Books: “Oranges Are Not The Only Fruit” by Jeanette Winterson

The ‘Jeanette’ in the novel was adopted so that her mother can fulfil her destiny as the second Virgin Mary. And while she is happy serving her religious calling, Jeanette comes to an impasse when her priest, mother, and congregation make her choose between God and the woman she loves. The over-zealous characters are at once funny and lamentable. It is Jeanette, who puts the question: whose demon do we feed – our own or that of others?

Winterson writes in her forward, that due to both title, and bias of at the time, the book was found at bookstores in the cooking section, specifically under – jam making. And while it isn’t about marmalade, there is beautiful repetitive imagery and symbolism of the orange. The peeling of the skin to get to the fruit, then the sharing of its meat, which you do by hand, not by knife. I loved the orange demon – not evil, but there to help you know what you want. I loved how through the book it was always oranges. No other fruit, no other way. Until choosing to live with her ‘demon’ – and suddenly its canned pineapple in every dish from ham roasts to pineapple slices.
Maybe the book was about making sweet from tart after all.

I loved “Oranges” for its simplicity and honesty. There was no fancy plotline like in “Gut Symmetries”, but it is at once clear, that the intertwining of folklore, children’s stories, religion, and physics, so unique to Winterson, started here – in her debut novel.

There are certain books I will remember more for the circumstance in which I read them, rather than for the book itself. “Dune” because I read it at 17, the same age my mother did. Henry James’ “A Portrait of a Lady,” I read during the lead up to my wedding. Then Margret Atwood’s “A Handmaiden’s Tale,” I read while soaking weightless in a lukewarm bath while pregnant. Looking back now, it is as if the books were called upon at the exact moment it needed to be read. This novel will join such ranks. At the time of reading, I was staring into the gap between external expectation and internal wishes. We do that collectively, protesting for better social justice. That is noble. But when wanting more for yourself – well that is selfish, and cliched (at my age it’s called a ‘mid-life crisis.’). And it’s definitely scary. But at any stage of life, there is a momentum behind a path; without realizing, you are on autopilot. It’s not silly, or selfish. It takes courage to choose the unexpected.  

I could have been a priest instead of a prophet. The priest has a book with the words set out. Old words, known words, words of power. Words that are always on the surface. Words for every occasion. The words work. They do what they’re supposed to do; comfort and discipline. The prophet has no book. The prophet is a voice that cries in the wilderness, full of sounds that do not always set into meaning. The prophets cry out because they are troubled by demons.

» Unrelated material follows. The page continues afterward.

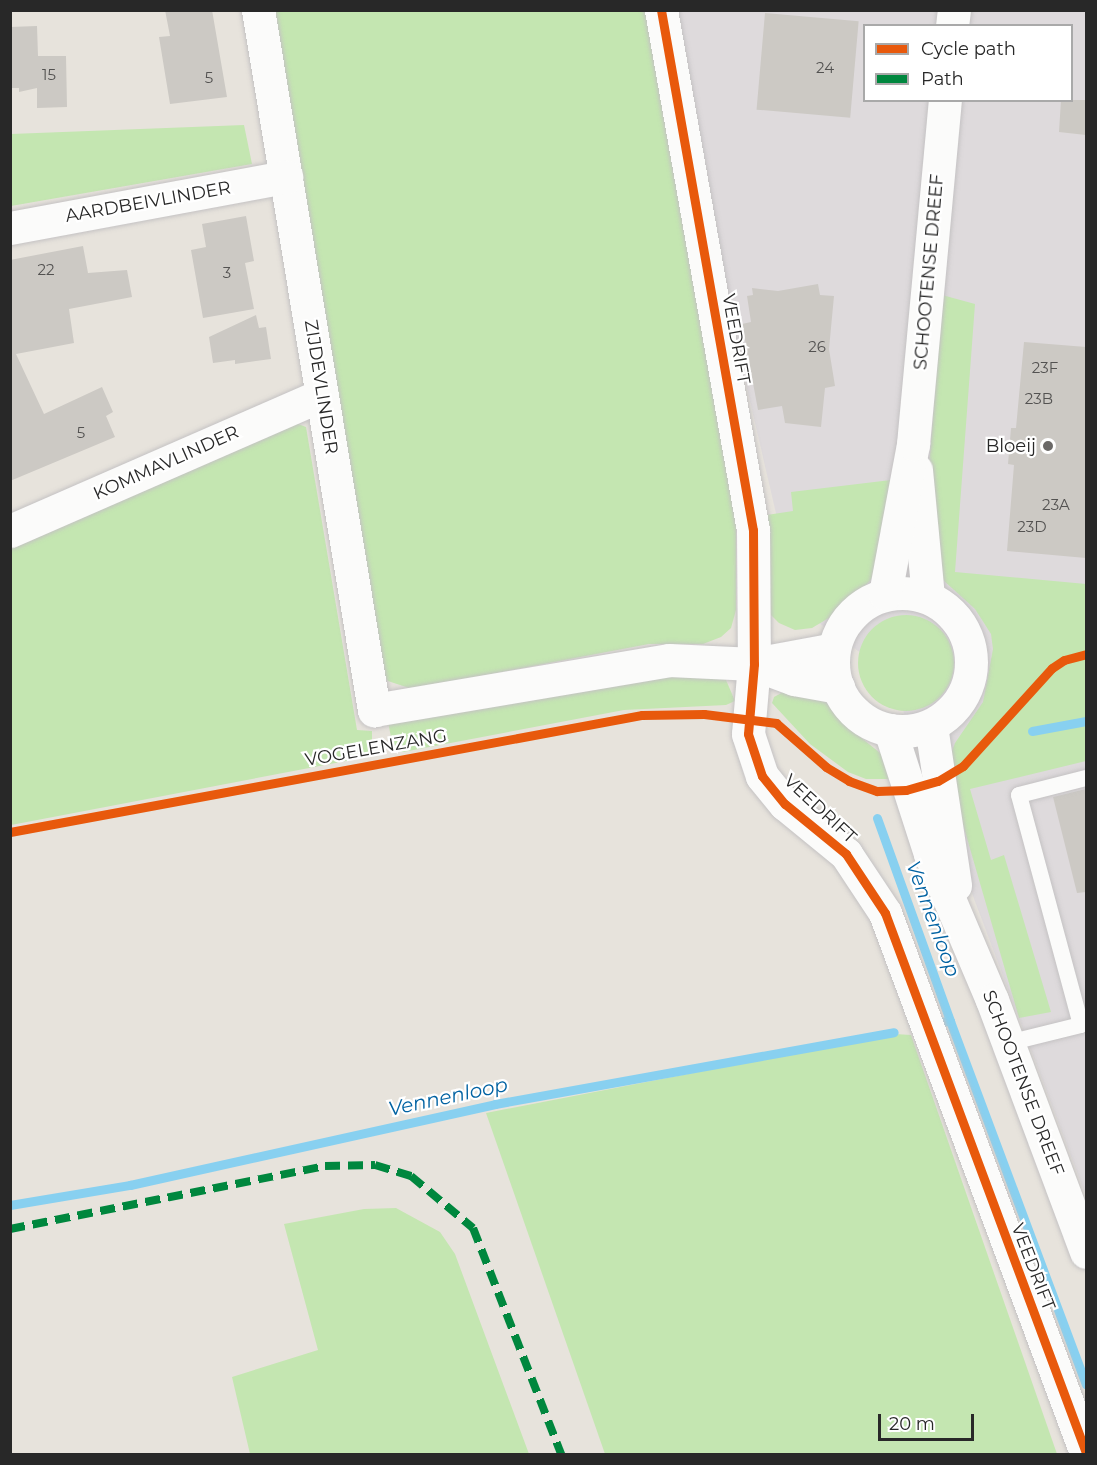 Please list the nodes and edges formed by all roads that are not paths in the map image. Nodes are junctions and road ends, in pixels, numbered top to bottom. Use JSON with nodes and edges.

The training of wizards is a very difficult thing. Wizards have to spend years standing in a chalk circle until they can manage without it. They push out their power bit by bit, first within their hearts, then within their bodies, then within their immediate circle. It is not possible to control the outside of yourself until you have mastered your breathing space. It is not possible to change anything until you understand the substance you wish to change. Of course people mutilate and modify, but these are fallen powers, and to change something you do not understand is the true nature of evil.